The current portals API for remote desktop is a good fit for remote support use cases, where there is a local user present to approve access for each connection and mirroring the physical displays is desired.

However, for persistent remote access, there are additional requirements that cannot be achieved through the existing portals API. Specifically:

  • One-time permission grant: The user needs to be able to grant permission to the remote desktop tool when they first set it up, and connect any time without further permission prompts. When connecting remotely to one’s own workstation, there will be no local user to approve the connection. This permission should survive automatic updates.
  • Virtual seat: It’s a security risk to have the physical seat unlock when a user connects to the workstation remotely, so there must be a way to create a virtual seat for the connection and have the desktop rendered there. The physical seat could then return to GDM.
  • Display configuration: Commonly, a user wants the virtual seat to match the monitor configuration of the machine they are connecting from for an immersive, full-screen, potentially multi-monitor setup. Thus, the remote desktop tool needs a way to configure virtual monitors, layout, and scaling factors to match the client.
  • Launching a session: If the user does not have an active session, the remote desktop tool should be able to launch one on their behalf.

While I realize the standardization of these APIs will likely happen outside of GNOME, GNOME is currently our first priority to support for Wayland remote-desktop, so I want to make sure whatever technical approach we pursue is one that would be accepted by GNOME.
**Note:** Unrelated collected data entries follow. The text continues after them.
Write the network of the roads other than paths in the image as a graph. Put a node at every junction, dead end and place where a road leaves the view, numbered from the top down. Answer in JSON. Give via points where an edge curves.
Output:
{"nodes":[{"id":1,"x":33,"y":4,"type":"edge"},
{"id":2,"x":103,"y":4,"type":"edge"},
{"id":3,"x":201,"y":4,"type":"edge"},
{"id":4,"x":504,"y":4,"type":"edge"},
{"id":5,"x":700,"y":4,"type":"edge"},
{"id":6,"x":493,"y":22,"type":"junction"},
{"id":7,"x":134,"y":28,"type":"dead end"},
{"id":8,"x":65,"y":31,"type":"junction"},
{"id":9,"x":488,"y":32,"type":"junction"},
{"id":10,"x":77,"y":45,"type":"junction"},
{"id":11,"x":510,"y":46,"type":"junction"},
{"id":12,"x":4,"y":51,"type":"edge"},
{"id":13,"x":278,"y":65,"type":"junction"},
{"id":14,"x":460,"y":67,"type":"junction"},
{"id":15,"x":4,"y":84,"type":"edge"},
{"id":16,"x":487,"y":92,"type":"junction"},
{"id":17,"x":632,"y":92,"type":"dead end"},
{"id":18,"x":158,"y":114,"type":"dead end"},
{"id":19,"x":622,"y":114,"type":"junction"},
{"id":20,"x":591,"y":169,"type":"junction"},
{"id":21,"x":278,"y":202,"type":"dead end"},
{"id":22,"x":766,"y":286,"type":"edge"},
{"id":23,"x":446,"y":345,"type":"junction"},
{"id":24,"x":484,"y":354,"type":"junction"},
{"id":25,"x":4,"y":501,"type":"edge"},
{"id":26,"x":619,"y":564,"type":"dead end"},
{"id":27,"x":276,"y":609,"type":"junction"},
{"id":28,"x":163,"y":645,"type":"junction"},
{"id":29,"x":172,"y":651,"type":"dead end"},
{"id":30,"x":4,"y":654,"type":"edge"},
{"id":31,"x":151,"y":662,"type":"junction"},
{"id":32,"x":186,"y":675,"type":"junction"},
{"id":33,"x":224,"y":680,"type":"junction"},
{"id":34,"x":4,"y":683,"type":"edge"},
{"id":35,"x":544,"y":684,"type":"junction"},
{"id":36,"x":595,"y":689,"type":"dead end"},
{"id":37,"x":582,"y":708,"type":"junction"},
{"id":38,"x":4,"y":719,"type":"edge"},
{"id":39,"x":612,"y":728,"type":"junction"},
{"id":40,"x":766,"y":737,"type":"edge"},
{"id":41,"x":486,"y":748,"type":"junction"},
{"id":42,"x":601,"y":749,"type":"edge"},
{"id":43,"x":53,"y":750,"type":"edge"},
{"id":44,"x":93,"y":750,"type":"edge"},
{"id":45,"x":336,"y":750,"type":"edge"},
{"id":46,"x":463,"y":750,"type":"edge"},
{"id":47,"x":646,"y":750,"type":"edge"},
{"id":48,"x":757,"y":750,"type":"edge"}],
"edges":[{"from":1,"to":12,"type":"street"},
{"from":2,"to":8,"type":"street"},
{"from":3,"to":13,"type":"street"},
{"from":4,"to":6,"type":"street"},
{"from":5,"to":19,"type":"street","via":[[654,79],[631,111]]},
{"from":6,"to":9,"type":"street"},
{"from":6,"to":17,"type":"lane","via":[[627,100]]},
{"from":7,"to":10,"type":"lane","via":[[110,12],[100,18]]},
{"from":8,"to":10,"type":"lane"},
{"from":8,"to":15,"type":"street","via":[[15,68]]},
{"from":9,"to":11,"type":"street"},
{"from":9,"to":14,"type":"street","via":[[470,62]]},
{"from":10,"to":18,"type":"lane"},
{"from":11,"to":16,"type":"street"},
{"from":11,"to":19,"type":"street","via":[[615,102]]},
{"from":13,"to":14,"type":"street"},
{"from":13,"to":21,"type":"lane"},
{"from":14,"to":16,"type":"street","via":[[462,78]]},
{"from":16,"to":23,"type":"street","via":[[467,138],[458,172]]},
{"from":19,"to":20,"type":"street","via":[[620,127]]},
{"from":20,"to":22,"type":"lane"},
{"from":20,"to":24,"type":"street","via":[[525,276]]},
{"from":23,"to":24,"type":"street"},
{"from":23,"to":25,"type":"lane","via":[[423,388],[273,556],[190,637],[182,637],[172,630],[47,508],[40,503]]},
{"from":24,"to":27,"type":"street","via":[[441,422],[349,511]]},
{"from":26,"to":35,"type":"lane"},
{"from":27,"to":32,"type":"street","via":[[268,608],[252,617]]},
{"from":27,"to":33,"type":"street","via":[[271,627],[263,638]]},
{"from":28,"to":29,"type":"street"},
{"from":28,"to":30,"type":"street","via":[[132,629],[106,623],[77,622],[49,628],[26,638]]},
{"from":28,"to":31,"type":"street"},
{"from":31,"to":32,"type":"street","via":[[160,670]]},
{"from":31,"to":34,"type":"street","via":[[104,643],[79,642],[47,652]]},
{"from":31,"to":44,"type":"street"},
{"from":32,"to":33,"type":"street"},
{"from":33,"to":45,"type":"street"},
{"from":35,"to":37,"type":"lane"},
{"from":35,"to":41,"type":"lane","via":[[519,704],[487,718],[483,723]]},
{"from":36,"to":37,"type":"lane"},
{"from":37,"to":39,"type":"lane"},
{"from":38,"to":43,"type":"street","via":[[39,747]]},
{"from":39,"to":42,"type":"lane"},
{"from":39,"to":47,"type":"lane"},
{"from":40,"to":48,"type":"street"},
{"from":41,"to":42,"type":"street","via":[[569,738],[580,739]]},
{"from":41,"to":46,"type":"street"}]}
I know @jadahl had some ideas about this in a previous discussion, and suggested a new xdg-spec under the org.freedesktop. prefix would be the right umbrella for this (as opposed to, e.g., a (set of) Wayland protocol extension(s) or twisting Portals to support persistent privileges), and had a rough sketch for what it could look like. (Do you still have that handy?)

I also saw that there is a new transient seat Wayland protocol extension geared toward remote use-cases, though I’m not sure if that would be useful for this particular endeavor . (The overview says, “This protocol is intended for use with virtual input protocols such as ‘virtual_keyboard_unstable_v1’ or ‘wlr_virtual_pointer_unstable_v1’”, while I have the impression that GNOME would prefer a protocol that still uses Pipewire for capture and libei for input injection.)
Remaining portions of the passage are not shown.